Jonny Bairstow during day two of the 2nd Test at Newlands Stadium on January 3, 2016 in Cape Town, South Africa.

Fake controversy has stemmed from both sides of the world after the second Ashes Test at Lord's.

It has led to coach Brendon McCullum suggesting the English won't be having a beer anytime soon with the victorious Australians, and for captain Ben Stokes to suggest he would have withdrawn an appeal.

We don't need to tell you what happened.
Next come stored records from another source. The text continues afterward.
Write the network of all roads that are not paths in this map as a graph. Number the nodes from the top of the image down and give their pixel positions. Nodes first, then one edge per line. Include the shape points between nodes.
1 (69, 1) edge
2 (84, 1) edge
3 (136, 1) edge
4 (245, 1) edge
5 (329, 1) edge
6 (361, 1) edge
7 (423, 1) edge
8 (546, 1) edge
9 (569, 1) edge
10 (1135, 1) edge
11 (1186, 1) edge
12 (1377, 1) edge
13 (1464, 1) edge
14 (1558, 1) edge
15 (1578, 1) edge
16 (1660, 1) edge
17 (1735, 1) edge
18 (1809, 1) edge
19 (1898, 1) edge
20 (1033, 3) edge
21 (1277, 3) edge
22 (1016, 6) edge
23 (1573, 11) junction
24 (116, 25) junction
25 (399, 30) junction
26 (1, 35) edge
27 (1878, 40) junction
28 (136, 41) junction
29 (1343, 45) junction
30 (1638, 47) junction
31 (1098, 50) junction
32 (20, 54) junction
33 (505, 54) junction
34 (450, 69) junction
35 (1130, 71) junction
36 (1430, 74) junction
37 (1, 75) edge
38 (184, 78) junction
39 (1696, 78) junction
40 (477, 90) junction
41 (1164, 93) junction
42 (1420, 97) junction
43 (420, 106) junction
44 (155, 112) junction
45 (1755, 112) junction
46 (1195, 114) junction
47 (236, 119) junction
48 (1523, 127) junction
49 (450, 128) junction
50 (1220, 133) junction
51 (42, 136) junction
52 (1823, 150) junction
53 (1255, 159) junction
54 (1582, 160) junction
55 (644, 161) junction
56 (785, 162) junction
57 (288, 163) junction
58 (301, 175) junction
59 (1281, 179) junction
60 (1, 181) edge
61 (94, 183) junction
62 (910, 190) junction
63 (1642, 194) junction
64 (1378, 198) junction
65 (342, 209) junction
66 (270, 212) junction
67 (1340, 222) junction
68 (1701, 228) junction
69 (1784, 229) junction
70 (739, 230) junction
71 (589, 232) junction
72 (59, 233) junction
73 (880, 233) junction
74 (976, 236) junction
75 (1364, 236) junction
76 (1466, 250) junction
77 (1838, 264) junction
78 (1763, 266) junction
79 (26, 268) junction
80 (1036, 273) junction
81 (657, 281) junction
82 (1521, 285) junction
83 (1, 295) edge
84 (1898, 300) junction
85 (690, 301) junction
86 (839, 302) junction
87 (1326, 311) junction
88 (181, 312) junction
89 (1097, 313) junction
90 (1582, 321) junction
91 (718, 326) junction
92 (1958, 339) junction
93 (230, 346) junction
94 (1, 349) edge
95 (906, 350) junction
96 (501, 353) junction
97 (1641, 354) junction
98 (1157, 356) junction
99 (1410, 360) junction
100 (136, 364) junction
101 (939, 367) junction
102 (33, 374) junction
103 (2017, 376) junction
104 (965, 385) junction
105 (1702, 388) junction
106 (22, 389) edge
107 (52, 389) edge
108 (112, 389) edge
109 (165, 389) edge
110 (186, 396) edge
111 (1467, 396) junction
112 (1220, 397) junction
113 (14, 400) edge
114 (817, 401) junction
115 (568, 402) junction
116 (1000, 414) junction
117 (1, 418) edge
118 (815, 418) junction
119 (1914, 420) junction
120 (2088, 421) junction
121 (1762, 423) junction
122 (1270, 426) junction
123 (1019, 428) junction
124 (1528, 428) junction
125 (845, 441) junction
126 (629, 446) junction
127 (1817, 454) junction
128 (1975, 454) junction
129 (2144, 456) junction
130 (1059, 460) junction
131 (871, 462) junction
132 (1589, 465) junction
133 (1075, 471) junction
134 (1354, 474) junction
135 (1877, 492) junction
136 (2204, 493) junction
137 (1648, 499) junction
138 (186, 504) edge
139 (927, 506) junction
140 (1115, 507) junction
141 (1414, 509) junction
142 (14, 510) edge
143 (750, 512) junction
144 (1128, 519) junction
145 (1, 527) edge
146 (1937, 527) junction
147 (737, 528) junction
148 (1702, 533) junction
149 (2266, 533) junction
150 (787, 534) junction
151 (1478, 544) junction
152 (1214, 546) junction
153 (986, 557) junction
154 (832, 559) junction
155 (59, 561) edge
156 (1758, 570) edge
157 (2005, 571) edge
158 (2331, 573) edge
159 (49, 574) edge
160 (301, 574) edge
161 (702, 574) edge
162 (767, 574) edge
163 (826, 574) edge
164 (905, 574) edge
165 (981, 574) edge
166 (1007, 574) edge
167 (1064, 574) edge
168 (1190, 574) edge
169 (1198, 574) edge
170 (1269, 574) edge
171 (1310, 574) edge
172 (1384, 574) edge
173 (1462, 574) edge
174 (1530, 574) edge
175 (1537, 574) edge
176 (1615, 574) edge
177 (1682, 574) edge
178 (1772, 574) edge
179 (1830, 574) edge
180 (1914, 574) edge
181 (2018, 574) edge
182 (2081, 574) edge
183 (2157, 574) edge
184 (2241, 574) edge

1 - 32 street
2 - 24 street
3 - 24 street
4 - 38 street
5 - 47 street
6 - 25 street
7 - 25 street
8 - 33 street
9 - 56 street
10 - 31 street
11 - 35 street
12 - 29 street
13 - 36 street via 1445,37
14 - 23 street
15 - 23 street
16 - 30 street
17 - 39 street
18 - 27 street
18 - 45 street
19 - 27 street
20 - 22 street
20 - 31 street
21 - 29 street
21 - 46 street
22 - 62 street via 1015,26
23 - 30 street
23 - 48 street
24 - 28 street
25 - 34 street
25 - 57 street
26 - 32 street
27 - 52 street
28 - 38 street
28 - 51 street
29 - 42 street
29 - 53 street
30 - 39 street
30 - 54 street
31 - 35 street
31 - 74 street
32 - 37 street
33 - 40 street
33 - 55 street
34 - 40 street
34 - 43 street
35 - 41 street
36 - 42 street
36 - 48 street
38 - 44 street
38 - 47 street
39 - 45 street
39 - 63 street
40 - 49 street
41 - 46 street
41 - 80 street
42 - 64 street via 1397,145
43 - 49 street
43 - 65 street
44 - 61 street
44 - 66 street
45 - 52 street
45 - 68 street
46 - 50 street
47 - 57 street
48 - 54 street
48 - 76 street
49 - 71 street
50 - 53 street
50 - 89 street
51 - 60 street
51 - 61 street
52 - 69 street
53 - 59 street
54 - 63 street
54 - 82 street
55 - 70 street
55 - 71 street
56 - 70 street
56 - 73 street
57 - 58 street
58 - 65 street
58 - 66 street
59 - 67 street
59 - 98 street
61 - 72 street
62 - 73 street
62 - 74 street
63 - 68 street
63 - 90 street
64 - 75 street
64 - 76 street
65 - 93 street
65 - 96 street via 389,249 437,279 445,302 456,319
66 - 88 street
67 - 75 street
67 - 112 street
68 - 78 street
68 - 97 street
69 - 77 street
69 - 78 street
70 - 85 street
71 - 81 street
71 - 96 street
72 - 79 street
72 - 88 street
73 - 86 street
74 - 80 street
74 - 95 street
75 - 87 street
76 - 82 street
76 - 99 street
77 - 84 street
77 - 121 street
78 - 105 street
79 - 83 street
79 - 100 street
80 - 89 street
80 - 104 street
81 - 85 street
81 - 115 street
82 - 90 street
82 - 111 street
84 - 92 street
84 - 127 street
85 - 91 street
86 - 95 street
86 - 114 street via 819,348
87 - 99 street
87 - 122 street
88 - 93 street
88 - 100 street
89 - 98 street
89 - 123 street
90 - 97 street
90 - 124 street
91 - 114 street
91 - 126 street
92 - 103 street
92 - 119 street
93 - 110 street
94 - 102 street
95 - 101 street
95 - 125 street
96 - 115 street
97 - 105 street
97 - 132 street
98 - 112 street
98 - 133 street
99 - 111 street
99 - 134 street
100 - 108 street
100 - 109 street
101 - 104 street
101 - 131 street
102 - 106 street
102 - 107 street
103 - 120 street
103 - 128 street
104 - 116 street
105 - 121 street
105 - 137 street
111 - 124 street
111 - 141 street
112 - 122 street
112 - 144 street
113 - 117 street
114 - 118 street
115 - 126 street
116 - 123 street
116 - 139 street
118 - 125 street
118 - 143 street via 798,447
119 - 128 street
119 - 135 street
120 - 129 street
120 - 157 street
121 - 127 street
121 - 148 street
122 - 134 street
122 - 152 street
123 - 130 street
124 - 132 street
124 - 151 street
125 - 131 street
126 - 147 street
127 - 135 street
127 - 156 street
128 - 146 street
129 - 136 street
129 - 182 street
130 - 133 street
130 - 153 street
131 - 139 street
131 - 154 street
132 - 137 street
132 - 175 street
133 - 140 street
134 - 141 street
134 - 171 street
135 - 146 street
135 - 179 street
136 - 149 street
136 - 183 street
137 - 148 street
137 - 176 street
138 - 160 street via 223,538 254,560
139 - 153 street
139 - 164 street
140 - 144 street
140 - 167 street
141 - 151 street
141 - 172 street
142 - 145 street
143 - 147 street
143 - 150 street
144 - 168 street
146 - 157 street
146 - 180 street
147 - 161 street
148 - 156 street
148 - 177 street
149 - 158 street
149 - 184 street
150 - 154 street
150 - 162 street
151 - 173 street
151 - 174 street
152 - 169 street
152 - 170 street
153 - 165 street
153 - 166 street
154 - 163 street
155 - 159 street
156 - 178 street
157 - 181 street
Mitchell Starc took a catch one day that was disputed heavily, and then Jonny Bairstow was stumped on the next, walking out of his crease at the end of an over so quickly that the umpires hadn't even managed to call over.

Full disclosure, I've been umpiring cricket for the best part of eight years, and I'm here to tell you definitively that there was not a single ounce of controversy at Lord's.

In fact, the closest controversy got was when the on-field umpires decided they needed to send Jonny Bairstow's stumping upstairs - he was out of his crease by a distance great enough to be seen from the moon.

Firstly, Mitchell Starc's catch.

Australians have forgotten rather quickly just how much whinging occurred from this side of the world at the end of Day 4 with social media full of accusations at English supporters after Day 5.

Starc was ruled to have not held a chance in the outfield on English batsman Ben Duckett at the end of Day 4.

And despite one claim I read suggesting "Marais Erasmus should never be allowed to umpire again," the simple fact is that he got the decision 100 per cent right based on the laws of the game.

The caught law stipulates the ball must not hit the ground at any point before the catch is completed.

Law 33.3 clarifies that a catch is:

"The act of making a catch shall start from the time when the ball first comes into contact with a fielder's person and shall end when a fielder obtains complete control over both the ball and his/her own movement."

Starc never had control of his own movement before the ball hit the ground. He was always on the move, then falling or sliding to the ground.

The laws of the game are frankly what they need to be. Starc let the ball hit the grass before completing the catch, and there is a very real chance that if he had of turned his arm around to avoid that result, the ball would have bobbled out of his grasp when his elbow made contact with the ground.

That is a basic happening which has been seen time and time again, but by keeping his hand facing down, Starc essentially used the ground to complete the catch.

There is simply no way that it can be a catch, and while some get the point, the fact of the matter is, social media was filled with insults at the umpires and English fans telling Australians that "the laws are the laws."

But boy was the shoe on the other foot during Day 5.

Jonny Bairstow, batting in a horror situation for the English as they looked to rescue the game and secure what would have been the unlikeliest of victories, elected to leave his crease almost immediately at the end of an over.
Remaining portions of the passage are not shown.